— About this exercise —
When a line in the records contains the string "Nadbrzeżna", copy that line.

Saved data entries
==*==

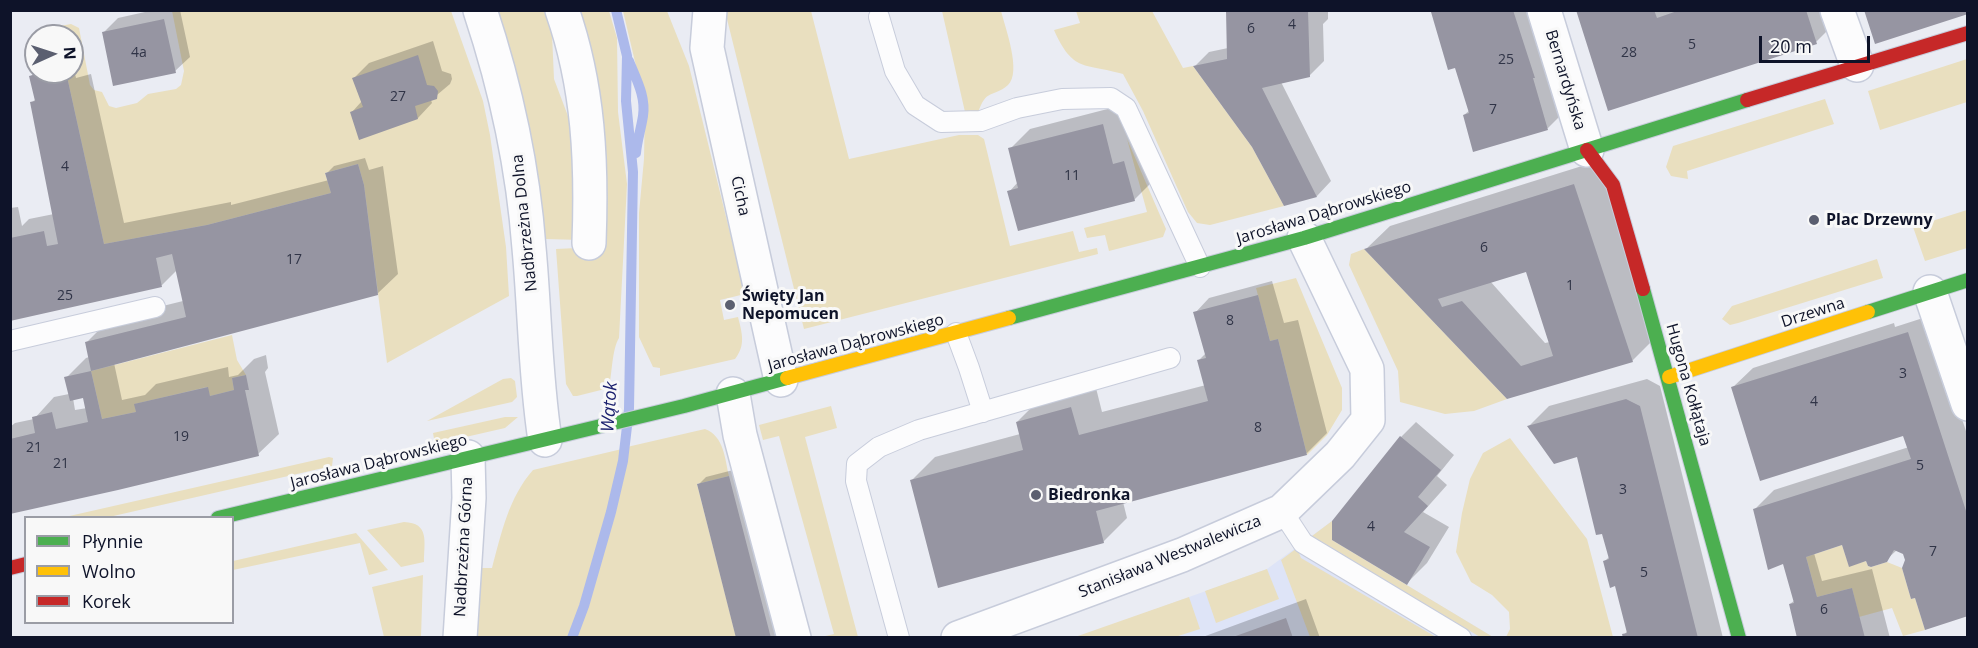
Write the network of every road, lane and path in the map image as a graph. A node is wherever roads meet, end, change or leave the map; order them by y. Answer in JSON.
{"nodes":[{"id":1,"x":480,"y":10,"type":"edge"},
{"id":2,"x":562,"y":10,"type":"edge"},
{"id":3,"x":710,"y":10,"type":"edge"},
{"id":4,"x":1544,"y":10,"type":"edge"},
{"id":5,"x":1837,"y":10,"type":"edge"},
{"id":6,"x":879,"y":17,"type":"dead end"},
{"id":7,"x":1968,"y":33,"type":"edge"},
{"id":8,"x":1857,"y":65,"type":"junction"},
{"id":9,"x":1587,"y":150,"type":"junction"},
{"id":10,"x":1304,"y":238,"type":"junction"},
{"id":11,"x":589,"y":243,"type":"dead end"},
{"id":12,"x":1200,"y":267,"type":"junction"},
{"id":13,"x":1968,"y":280,"type":"edge"},
{"id":14,"x":1930,"y":292,"type":"junction"},
{"id":15,"x":155,"y":307,"type":"dead end"},
{"id":16,"x":956,"y":333,"type":"junction"},
{"id":17,"x":10,"y":341,"type":"edge"},
{"id":18,"x":1170,"y":358,"type":"dead end"},
{"id":19,"x":1669,"y":377,"type":"junction"},
{"id":20,"x":781,"y":380,"type":"junction"},
{"id":21,"x":733,"y":394,"type":"junction"},
{"id":22,"x":1968,"y":404,"type":"edge"},
{"id":23,"x":983,"y":412,"type":"junction"},
{"id":24,"x":545,"y":440,"type":"junction"},
{"id":25,"x":468,"y":457,"type":"junction"},
{"id":26,"x":1282,"y":511,"type":"junction"},
{"id":27,"x":226,"y":516,"type":"edge"},
{"id":28,"x":460,"y":638,"type":"edge"},
{"id":29,"x":794,"y":638,"type":"edge"},
{"id":30,"x":898,"y":638,"type":"edge"},
{"id":31,"x":958,"y":638,"type":"edge"},
{"id":32,"x":1461,"y":638,"type":"edge"},
{"id":33,"x":1739,"y":638,"type":"edge"}],
"edges":[{"from":1,"to":24,"type":"street","name":"Nadbrzeżna Dolna"},
{"from":2,"to":11,"type":"street"},
{"from":3,"to":20,"type":"street","name":"Cicha"},
{"from":4,"to":9,"type":"street","name":"Bernardyńska"},
{"from":5,"to":8,"type":"street"},
{"from":6,"to":12,"type":"lane"},
{"from":7,"to":8,"type":"street","name":"Jarosława Dąbrowskiego"},
{"from":8,"to":9,"type":"street","name":"Jarosława Dąbrowskiego"},
{"from":9,"to":10,"type":"street","name":"Jarosława Dąbrowskiego"},
{"from":9,"to":19,"type":"street","name":"Hugona Kołłątaja"},
{"from":10,"to":12,"type":"street","name":"Jarosława Dąbrowskiego"},
{"from":10,"to":26,"type":"street","name":"Stanisława Westwalewicza"},
{"from":12,"to":16,"type":"street","name":"Jarosława Dąbrowskiego"},
{"from":13,"to":14,"type":"street","name":"Drzewna"},
{"from":14,"to":19,"type":"street","name":"Drzewna"},
{"from":14,"to":22,"type":"street"},
{"from":15,"to":17,"type":"lane"},
{"from":16,"to":20,"type":"street","name":"Jarosława Dąbrowskiego"},
{"from":16,"to":23,"type":"lane"},
{"from":18,"to":23,"type":"lane"},
{"from":19,"to":33,"type":"street","name":"Hugona Kołłątaja"},
{"from":20,"to":21,"type":"street","name":"Jarosława Dąbrowskiego"},
{"from":21,"to":24,"type":"street","name":"Jarosława Dąbrowskiego"},
{"from":21,"to":29,"type":"street"},
{"from":23,"to":30,"type":"lane"},
{"from":24,"to":25,"type":"street","name":"Jarosława Dąbrowskiego"},
{"from":25,"to":27,"type":"street","name":"Jarosława Dąbrowskiego"},
{"from":25,"to":28,"type":"street","name":"Nadbrzeżna Górna"},
{"from":26,"to":31,"type":"street","name":"Stanisława Westwalewicza"},
{"from":26,"to":32,"type":"lane"}]}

==*==

— Output for this task —
"edges":[{"from":1,"to":24,"type":"street","name":"Nadbrzeżna Dolna"},
{"from":25,"to":28,"type":"street","name":"Nadbrzeżna Górna"},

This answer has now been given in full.